**EXERCISE AIM**: Look for the string "roads" in the data below, and copy each line that holds it.

Stored data entries:

|---|

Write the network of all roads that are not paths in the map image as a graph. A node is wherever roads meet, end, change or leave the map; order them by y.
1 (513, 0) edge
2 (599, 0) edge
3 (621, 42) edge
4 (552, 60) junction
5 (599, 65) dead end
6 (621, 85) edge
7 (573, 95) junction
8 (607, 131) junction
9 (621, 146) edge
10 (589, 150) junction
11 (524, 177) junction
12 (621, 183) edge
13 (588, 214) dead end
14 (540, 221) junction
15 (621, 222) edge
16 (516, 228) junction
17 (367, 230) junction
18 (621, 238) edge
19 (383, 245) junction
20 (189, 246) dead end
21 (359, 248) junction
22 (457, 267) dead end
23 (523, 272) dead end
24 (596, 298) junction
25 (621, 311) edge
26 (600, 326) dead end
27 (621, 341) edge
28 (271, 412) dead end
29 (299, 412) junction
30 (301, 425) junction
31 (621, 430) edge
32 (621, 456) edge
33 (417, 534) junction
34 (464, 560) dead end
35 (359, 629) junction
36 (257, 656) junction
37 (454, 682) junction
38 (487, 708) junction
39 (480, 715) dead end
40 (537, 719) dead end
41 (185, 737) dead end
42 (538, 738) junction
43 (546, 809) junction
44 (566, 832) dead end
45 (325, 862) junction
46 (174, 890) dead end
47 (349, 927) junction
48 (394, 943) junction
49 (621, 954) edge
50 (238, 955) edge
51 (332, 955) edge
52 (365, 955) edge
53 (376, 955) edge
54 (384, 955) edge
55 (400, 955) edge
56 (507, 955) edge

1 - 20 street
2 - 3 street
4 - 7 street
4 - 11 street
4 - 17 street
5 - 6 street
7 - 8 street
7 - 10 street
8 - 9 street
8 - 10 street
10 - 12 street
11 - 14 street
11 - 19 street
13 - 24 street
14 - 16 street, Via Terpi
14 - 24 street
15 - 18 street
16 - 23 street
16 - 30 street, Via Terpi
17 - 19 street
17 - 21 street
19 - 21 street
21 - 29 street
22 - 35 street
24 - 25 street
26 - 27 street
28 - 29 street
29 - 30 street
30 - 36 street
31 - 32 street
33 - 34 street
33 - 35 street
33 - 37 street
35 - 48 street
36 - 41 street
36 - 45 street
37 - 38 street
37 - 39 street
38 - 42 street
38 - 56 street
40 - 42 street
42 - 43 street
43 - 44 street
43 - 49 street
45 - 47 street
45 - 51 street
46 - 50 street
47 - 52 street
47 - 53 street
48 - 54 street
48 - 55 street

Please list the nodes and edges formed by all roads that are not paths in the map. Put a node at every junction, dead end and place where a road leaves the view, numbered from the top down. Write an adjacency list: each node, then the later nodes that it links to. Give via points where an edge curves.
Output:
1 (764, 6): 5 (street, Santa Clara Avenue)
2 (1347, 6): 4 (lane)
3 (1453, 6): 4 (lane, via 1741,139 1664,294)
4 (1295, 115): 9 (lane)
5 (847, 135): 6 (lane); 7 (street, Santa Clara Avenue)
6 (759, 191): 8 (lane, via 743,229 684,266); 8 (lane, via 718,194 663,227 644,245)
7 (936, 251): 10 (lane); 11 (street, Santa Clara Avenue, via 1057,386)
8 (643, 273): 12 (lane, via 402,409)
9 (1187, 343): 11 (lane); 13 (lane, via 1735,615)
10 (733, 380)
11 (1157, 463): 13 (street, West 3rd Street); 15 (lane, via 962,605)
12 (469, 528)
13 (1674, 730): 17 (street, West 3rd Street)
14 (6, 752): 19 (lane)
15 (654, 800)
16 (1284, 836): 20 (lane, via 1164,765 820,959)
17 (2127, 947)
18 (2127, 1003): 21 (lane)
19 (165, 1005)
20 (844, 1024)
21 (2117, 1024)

|---|

**COMPLETED TASK**:
Write the network of all roads that are not paths in the map image as a graph. A node is wherever roads meet, end, change or leave the map; order them by y.
Please list the nodes and edges formed by all roads that are not paths in the map. Put a node at every junction, dead end and place where a road leaves the view, numbered from the top down. Write an adjacency list: each node, then the later nodes that it links to. Give via points where an edge curves.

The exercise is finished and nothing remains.